A influência das idéias que alimentaram o movimento das comunas foi sentido na Igreja no século XIII, particularmente nas constituições dos dominicanos, imitadas em seguida por outras ordens; conjugada com a influência das idéias políticas da Escolástica sobre a natureza e a origem do poder, ela se exerceu sobre a constituição inglesa e, mais remotamente, até sobre a americana. As democracias nem sempre conhecem a sua verdadeira ascendência” [as fontes, ascendentes, origens católicas…].

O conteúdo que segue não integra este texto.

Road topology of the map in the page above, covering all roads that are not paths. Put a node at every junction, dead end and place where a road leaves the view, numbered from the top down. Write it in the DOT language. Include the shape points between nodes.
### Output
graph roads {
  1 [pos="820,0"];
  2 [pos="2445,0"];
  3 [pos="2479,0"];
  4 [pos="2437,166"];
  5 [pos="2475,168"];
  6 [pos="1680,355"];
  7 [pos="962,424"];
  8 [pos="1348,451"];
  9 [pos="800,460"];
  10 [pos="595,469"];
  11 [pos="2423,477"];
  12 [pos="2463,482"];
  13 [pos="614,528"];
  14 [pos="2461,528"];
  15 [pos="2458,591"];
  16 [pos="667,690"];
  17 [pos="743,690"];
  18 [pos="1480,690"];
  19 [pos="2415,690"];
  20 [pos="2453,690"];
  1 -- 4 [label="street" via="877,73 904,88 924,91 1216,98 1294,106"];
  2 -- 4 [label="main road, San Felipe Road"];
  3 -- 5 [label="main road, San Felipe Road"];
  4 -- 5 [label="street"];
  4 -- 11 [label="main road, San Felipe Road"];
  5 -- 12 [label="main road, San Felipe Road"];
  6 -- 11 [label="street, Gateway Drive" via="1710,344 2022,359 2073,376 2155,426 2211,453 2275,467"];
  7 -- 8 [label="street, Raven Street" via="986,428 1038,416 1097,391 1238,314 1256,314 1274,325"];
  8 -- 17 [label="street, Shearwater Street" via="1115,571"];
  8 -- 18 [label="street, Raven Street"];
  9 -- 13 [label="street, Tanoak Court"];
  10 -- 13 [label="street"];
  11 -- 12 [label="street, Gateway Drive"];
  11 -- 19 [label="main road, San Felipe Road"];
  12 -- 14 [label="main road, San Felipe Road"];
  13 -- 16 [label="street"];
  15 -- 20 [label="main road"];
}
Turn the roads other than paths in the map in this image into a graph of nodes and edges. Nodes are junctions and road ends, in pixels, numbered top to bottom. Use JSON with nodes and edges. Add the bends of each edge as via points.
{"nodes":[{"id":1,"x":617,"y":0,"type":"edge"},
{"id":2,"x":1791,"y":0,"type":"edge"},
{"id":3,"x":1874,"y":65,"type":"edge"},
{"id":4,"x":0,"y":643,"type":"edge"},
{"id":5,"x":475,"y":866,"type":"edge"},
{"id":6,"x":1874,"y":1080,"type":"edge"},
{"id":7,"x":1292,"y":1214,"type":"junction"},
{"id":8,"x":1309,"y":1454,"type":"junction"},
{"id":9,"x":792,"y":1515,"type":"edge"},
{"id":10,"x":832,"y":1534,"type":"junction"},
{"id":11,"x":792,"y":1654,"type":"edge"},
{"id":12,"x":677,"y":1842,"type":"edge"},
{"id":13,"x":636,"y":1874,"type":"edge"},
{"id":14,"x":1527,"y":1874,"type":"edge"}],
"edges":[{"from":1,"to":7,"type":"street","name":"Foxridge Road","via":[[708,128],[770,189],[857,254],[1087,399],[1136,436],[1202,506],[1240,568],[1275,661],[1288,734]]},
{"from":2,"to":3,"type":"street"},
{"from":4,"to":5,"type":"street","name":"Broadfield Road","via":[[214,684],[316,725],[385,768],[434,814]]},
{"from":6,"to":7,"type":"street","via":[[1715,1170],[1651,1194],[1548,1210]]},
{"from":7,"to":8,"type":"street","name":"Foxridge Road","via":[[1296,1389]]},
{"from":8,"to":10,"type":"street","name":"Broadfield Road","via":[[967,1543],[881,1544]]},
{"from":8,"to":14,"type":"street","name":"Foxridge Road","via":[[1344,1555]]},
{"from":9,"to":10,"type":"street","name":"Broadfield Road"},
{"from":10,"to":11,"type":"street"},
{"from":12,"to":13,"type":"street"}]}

No livro “Cartas sobre a história da França” (1827), o católico Thierry elogiou o movimento das comunas, na Idade Média, especialmente a partir do século XI, como o ressurgimento das antigas tradições gaulesas de liberdade. O feudalismo, para Thierry, foi trazido pelos francos. Os nobres latifundiários seriam os descendentes das famílias francas, invasoras e imperialistas. A mesma explicação foi aplicada à invasão dos normandos, na Inglaterra. Os “nobres” eram oligarcas, que queriam a escravização do povo, concepção que também está presente nos melhores textos de Sismondi. E, daí, para Marx, que as consolidou e refinou. 

O núcleo central, a alma, da concepção histórica de Thierry é a superação do feudalismo (da oligarquia) com o ressurgimento da democracia, na França. Em Portugal, Alexandre Herculano descreveu a história de seu país, seguindo os passos de Thierry. Os textos de Herculano eram católicos. O atrito de Herculano com parte do clero teve mais causas passionais do que diferenças de conteúdo. Parte do clero era mesmo reacionário e o grande Herculano era bem intratável e ainda por cima recluso e fechado (terminou a vida na sua quinta, chamada “O vale dos Lobos”, tipo um lobo solitário, se bem que os lobos não são solitários, as matilhas são regidas por casais de lobos…).

Segundo Thierry, a França gaulesa (a antiga Gália, que combatia os romanos), que falava a língua gaulesa (que gerou, até hoje, o irlandês, o gaélico escocês, o manx, o gaulês e o bretão) teria sido democrática. O feudalismo seria algo externo, uma herança e imposição brutal dos francos. Os nobres, a nobreza, seria composta de descendentes dos francos, o principal povo germânico, que ao ocupar a França adotou a língua latina que já estava difundida, por conta das invasões romanas, desde Júlio César.

As famílias francas seriam o tronco da nobreza, dos latifundiários e não passariam de imperialistas (como se fossem as multinacionais, hoje, no Brasil), invasores e parasitas do povo comum, descendente dos gauleses.

Os gauleses de Asterix são os heróis de Thierry.

Engels também elogiava os gauleses e os celtas, dispersos no País de Gales, na Irlanda e outras regiões. O elogio tinha bom fundamento histórico e talvez também tenha sido influência da esposa irlandesa e mui católica de Engels, que o levou inclusive a redigir um manuscrito sobre a história da Irlanda.

Para Marx e Engels, Thierry expôs o “segredo de toda a luta política, neste país”, na França, pois redigiu a história da França com base no conflito entre a aristocracia latifundiária e o povo.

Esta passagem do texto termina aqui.